TASK INSTRUCTIONS
Which lines in the data below contain the word "Kokoryczki"? Return each of them.
===
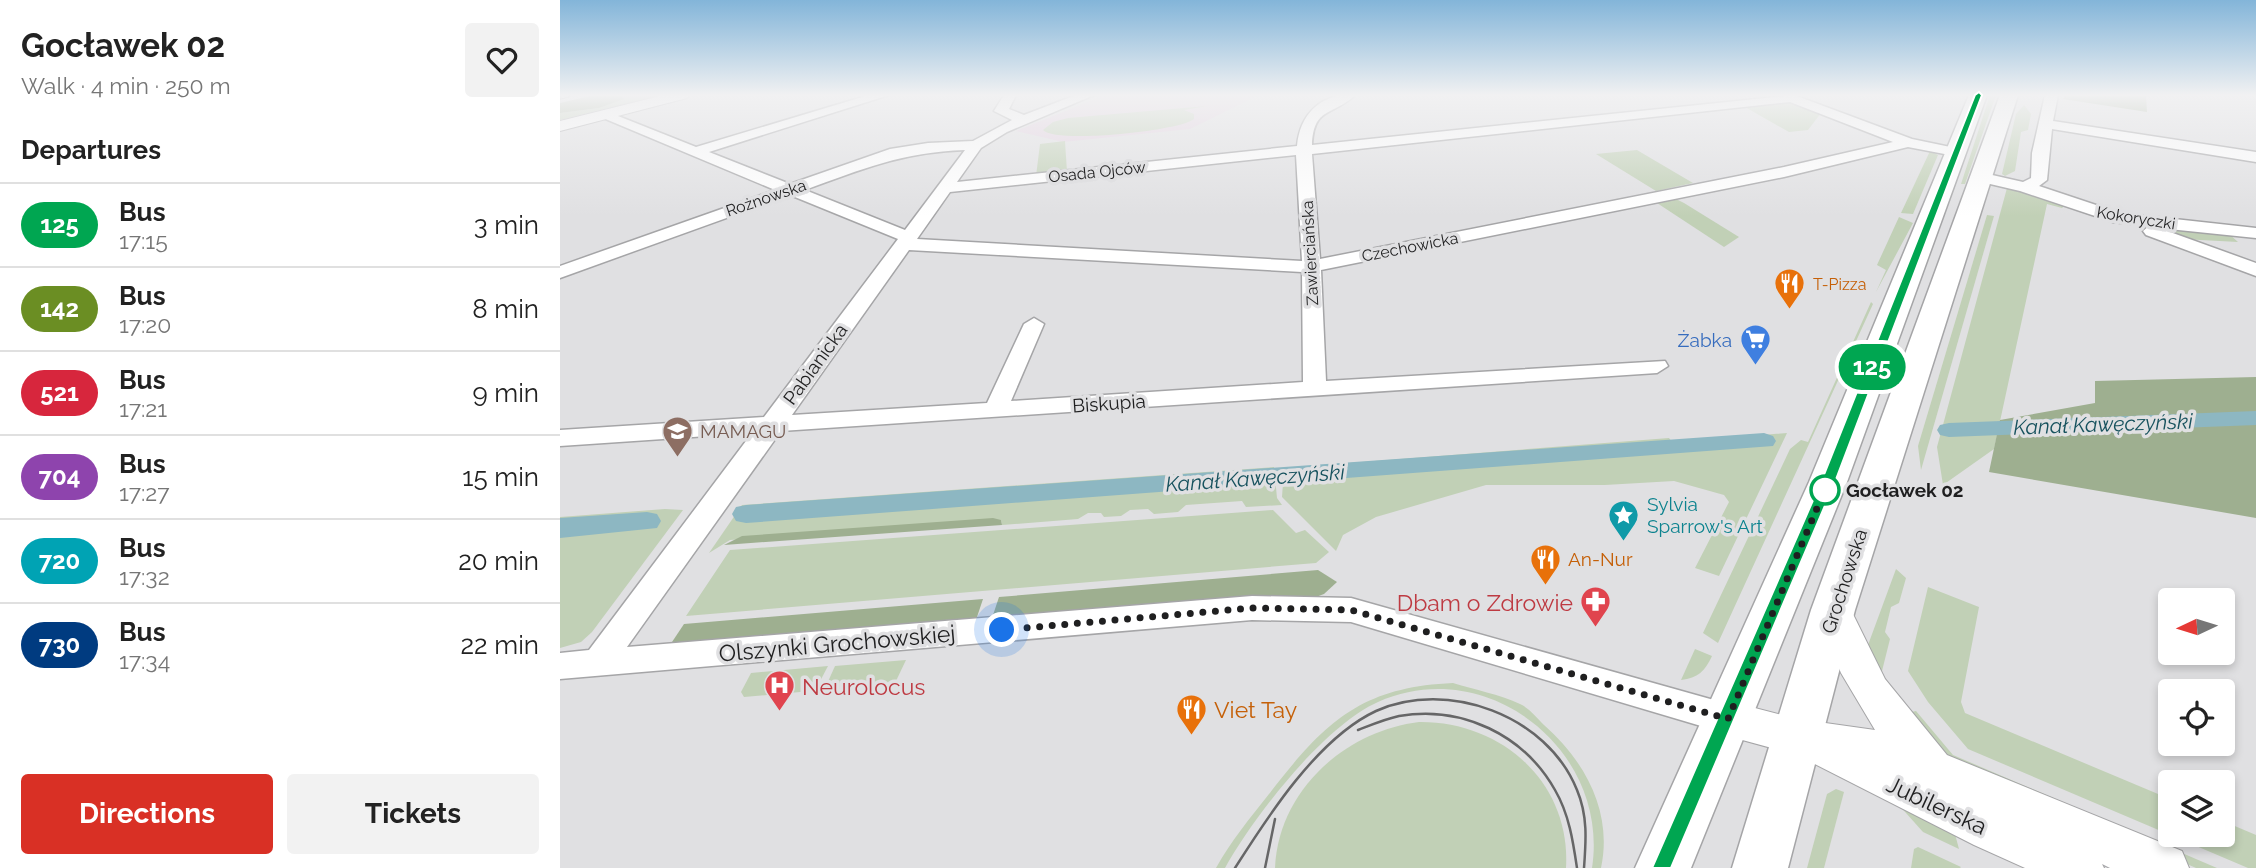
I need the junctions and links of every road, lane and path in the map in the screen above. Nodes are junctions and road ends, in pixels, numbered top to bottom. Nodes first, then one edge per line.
1 (653, 136) edge
2 (748, 136) edge
3 (994, 136) edge
4 (1306, 136) edge
5 (1434, 136) edge
6 (1889, 136) edge
7 (1962, 136) edge
8 (1995, 136) edge
9 (2044, 136) edge
10 (2119, 136) edge
11 (1908, 143) junction
12 (976, 145) junction
13 (1305, 150) junction
14 (694, 152) junction
15 (1955, 152) junction
16 (2256, 157) edge
17 (1979, 177) junction
18 (2025, 187) junction
19 (946, 188) junction
20 (789, 189) junction
21 (2133, 221) junction
22 (2256, 233) edge
23 (906, 241) junction
24 (1311, 266) junction
25 (2256, 270) edge
26 (560, 272) edge
27 (1034, 324) dead end
28 (1657, 366) dead end
29 (1315, 390) junction
30 (995, 410) junction
31 (771, 424) junction
32 (560, 438) edge
33 (1833, 610) junction
34 (598, 663) junction
35 (560, 666) edge
36 (1728, 719) junction
37 (1797, 737) junction
38 (1941, 773) junction
39 (1663, 868) edge
40 (1760, 868) edge
41 (2080, 868) edge
42 (2165, 868) edge

1 - 14 street, Czechowicka
2 - 14 street
3 - 12 street, Pabianicka
4 - 13 street, Zawierciańska
5 - 13 street, Osada Ojców
6 - 11 street
7 - 15 main road
8 - 17 main road, Grochowska
9 - 18 street
10 - 16 street
11 - 15 street
11 - 24 street, Czechowicka
12 - 19 street, Pabianicka
12 - 20 street, Rożnowska
13 - 19 street, Osada Ojców
13 - 24 street, Zawierciańska
14 - 20 street, Czechowicka
15 - 36 main road
17 - 18 street, Kokoryczki
17 - 33 main road, Grochowska
18 - 21 street, Kokoryczki
19 - 23 street, Pabianicka
20 - 23 street, Czechowicka
20 - 26 street, Rożnowska
21 - 22 street, Kokoryczki
21 - 25 street
23 - 24 street, Czechowicka
23 - 31 street, Pabianicka
24 - 29 street, Zawierciańska
27 - 30 street
28 - 29 street, Biskupia
29 - 30 street, Biskupia
30 - 31 street, Biskupia
31 - 32 street, Biskupia
31 - 34 street, Pabianicka
33 - 37 main road, Grochowska
33 - 38 street, Jubilerska
34 - 35 street, Olszynki Grochowskiej
34 - 36 street, Olszynki Grochowskiej
36 - 37 street, Jubilerska
36 - 39 main road
37 - 38 street, Jubilerska
37 - 40 main road, Grochowska
37 - 41 street, Jubilerska
38 - 42 street, Jubilerska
===
RESULT OF THIS TASK
17 - 18 street, Kokoryczki
18 - 21 street, Kokoryczki
21 - 22 street, Kokoryczki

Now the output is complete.